Great Big Sea chronology
| Something Beautiful* (2004) | The Hard and The Easy (2005) | Fortune's Favour (2008) |

= The Hard and the Easy =

The Hard and The Easy is the seventh studio album by Great Big Sea. It was released on October 11, 2005 in Canada and October 25, 2005 in the US. It reached gold status by October 25, 2005.

The album is a compilation of traditional Newfoundland songs, many of which were collected together in the Gerald S. Doyle song books. Its title is derived from a line in the folk song "Tickle Cove Pond", which appears as the closing track on the album.

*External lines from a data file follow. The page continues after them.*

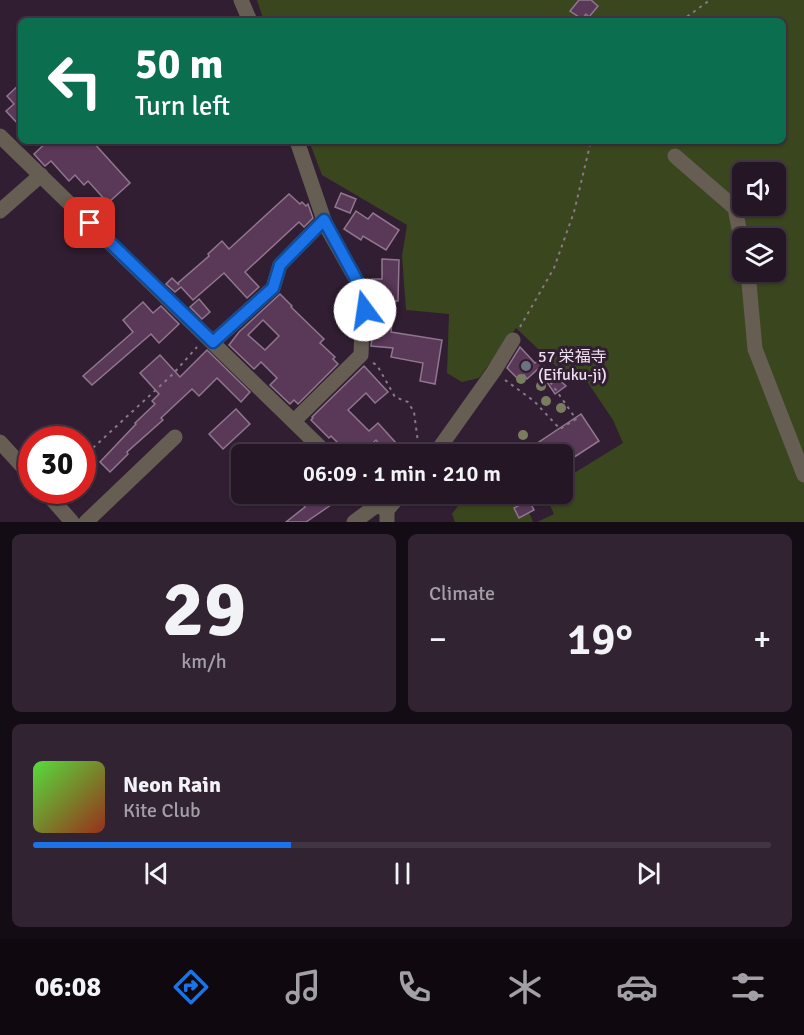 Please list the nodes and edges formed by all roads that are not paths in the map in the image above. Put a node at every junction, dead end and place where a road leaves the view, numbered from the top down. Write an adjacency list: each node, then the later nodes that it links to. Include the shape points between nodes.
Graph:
1 (241, 0): 2 (street)
2 (249, 18)
3 (0, 136): 6 (street)
4 (298, 144): 8 (street)
5 (675, 156): 9 (street, via 735,208)
6 (40, 175): 7 (street); 11 (street)
7 (0, 211)
8 (324, 220): 11 (street, via 280,265 273,288); 13 (street, via 365,300 361,355)
9 (739, 228)
10 (749, 282): 19 (street, via 754,349)
11 (210, 339): 13 (street)
12 (513, 339): 17 (street)
13 (294, 421): 16 (street)
14 (175, 437): 23 (street)
15 (0, 442): 18 (street)
16 (317, 444)
17 (442, 444)
18 (18, 462)
19 (804, 475)
20 (56, 504): 22 (street)
21 (379, 507): 24 (street)
22 (72, 522)
23 (86, 522)
24 (354, 522) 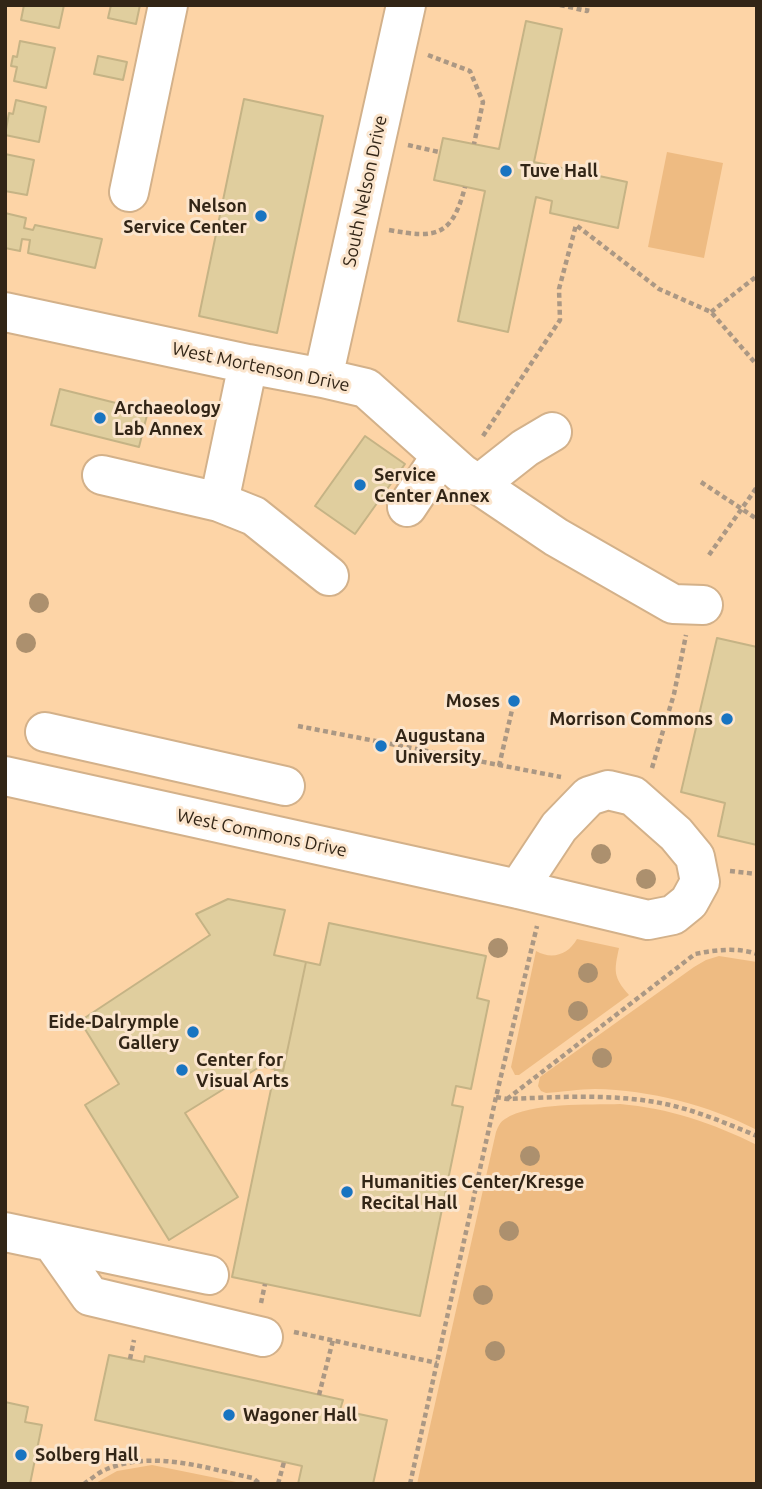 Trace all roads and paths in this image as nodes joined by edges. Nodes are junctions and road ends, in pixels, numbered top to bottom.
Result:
1 (168, 5) edge
2 (406, 5) edge
3 (560, 5) edge
4 (588, 5) edge
5 (397, 49) junction
6 (474, 144) dead end
7 (412, 146) dead end
8 (439, 152) dead end
9 (465, 187) dead end
10 (128, 192) dead end
11 (358, 224) junction
12 (757, 275) edge
13 (5, 312) edge
14 (711, 312) junction
15 (248, 364) junction
16 (757, 365) edge
17 (323, 377) junction
18 (552, 432) dead end
19 (460, 472) junction
20 (102, 475) dead end
21 (701, 482) dead end
22 (757, 487) edge
23 (219, 502) junction
24 (407, 507) dead end
25 (741, 509) junction
26 (757, 519) edge
27 (709, 555) dead end
28 (329, 576) dead end
29 (696, 616) joint
30 (512, 710) dead end
31 (298, 726) dead end
32 (45, 732) dead end
33 (499, 766) junction
34 (650, 773) dead end
35 (5, 776) edge
36 (569, 779) dead end
37 (285, 786) dead end
38 (728, 871) dead end
39 (757, 874) edge
40 (518, 889) dead end
41 (537, 926) dead end
42 (689, 947) dead end
43 (695, 954) junction
44 (757, 954) edge
45 (496, 1097) junction
46 (507, 1099) junction
47 (757, 1136) edge
48 (5, 1232) edge
49 (52, 1242) junction
50 (209, 1275) dead end
51 (263, 1337) joint
52 (332, 1340) junction
53 (437, 1363) junction
54 (319, 1395) dead end
55 (284, 1462) dead end
56 (84, 1484) edge
57 (260, 1484) edge
58 (278, 1484) edge
59 (410, 1484) edge

1 - 10 street
2 - 5 street, South Nelson Drive
3 - 4 path
5 - 6 path
5 - 11 street, South Nelson Drive
7 - 8 path
9 - 11 path
11 - 17 street, South Nelson Drive
12 - 14 path
13 - 15 street, West Mortenson Drive
14 - 16 path
14 - 19 path
15 - 17 street, West Mortenson Drive
15 - 23 street
17 - 19 street, West Mortenson Drive
18 - 19 street
19 - 24 street
19 - 29 street, West Mortenson Drive
20 - 23 street
21 - 25 path
22 - 25 path
23 - 28 street
25 - 26 path
25 - 27 path
29 - 34 path
30 - 33 path
31 - 33 path
32 - 37 street
33 - 36 path
35 - 40 street, West Commons Drive
38 - 39 path
41 - 45 path
42 - 43 path
43 - 44 path
43 - 46 path
45 - 46 path
45 - 53 path
46 - 47 path
48 - 49 street
49 - 50 street
49 - 51 street
51 - 52 path
52 - 53 path
52 - 54 path
53 - 59 path
55 - 58 path
56 - 57 path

The album was nominated for Roots & Traditional Album of the Year by a group at the 2006 Juno Awards.

Professional ratings
Review scores
| Source | Rating |
| Allmusic | Star Half star |

==Track listing==
1. "Come And I Will Sing You (The Twelve Apostles)" (Traditional, Arranged Alan Doyle, Séan McCann, Bob Hallett) 3:42
2. "Old Polina" (Traditional, Arranged Alan Doyle, Séan McCann, Bob Hallett) 2:40
3. "The River Driver" (Traditional, Arranged Alan Doyle, Séan McCann, Bob Hallett) 3:03
4. "The Mermaid" (Phil Hillier, Arranged Alan Doyle, Séan McCann, Bob Hallett, lyrics by Shel Silverstein) 2:49
5. "Captain Kidd" (Traditional, Arranged Alan Doyle, Séan McCann, Bob Hallett) 2:51
6. "Graceful & Charming (Sweet Forget Me Not)" (Bobby Newcome, Arranged Alan Doyle, Séan McCann, Bob Hallett) 4:18
7. "Concerning Charlie Horse" (Omar Blondahl) 3:13
8. "Harbour LeCou" (Traditional, Arranged Alan Doyle, Séan McCann, Bob Hallett) 3:33
9. "Tishialuk Girls Set (Father's Jig / Buffet Double / Tishialuk Girls)" (Baxter Wareham, Rufus Guinchard, Charlie Lloyd) 3:27
10. "French Shore" (Lem Snow) 3:48
11. "Cod Liver Oil" (Johnny Burke, Arranged Alan Doyle, Séan McCann, Bob Hallett) 2:57
12. "Tickle Cove Pond" (Mark Walker) 5:01

==Song information==
- "Come and I Will Sing You" is a variation on an English Christian folk song that has been around since early times, popular in the West Country. It is similar to the version known as "Green Grow the Rushes, O."
- "Captain Kidd" is about the infamous pirate William Kidd.
- After the album was released, the band discovered that "The Mermaid" was actually written by Shel Silverstein.
- "Graceful & Charming (Sweet Forget Me Not)" was actually composed by Bobby Newcome of Cincinnati, Ohio, in 1877.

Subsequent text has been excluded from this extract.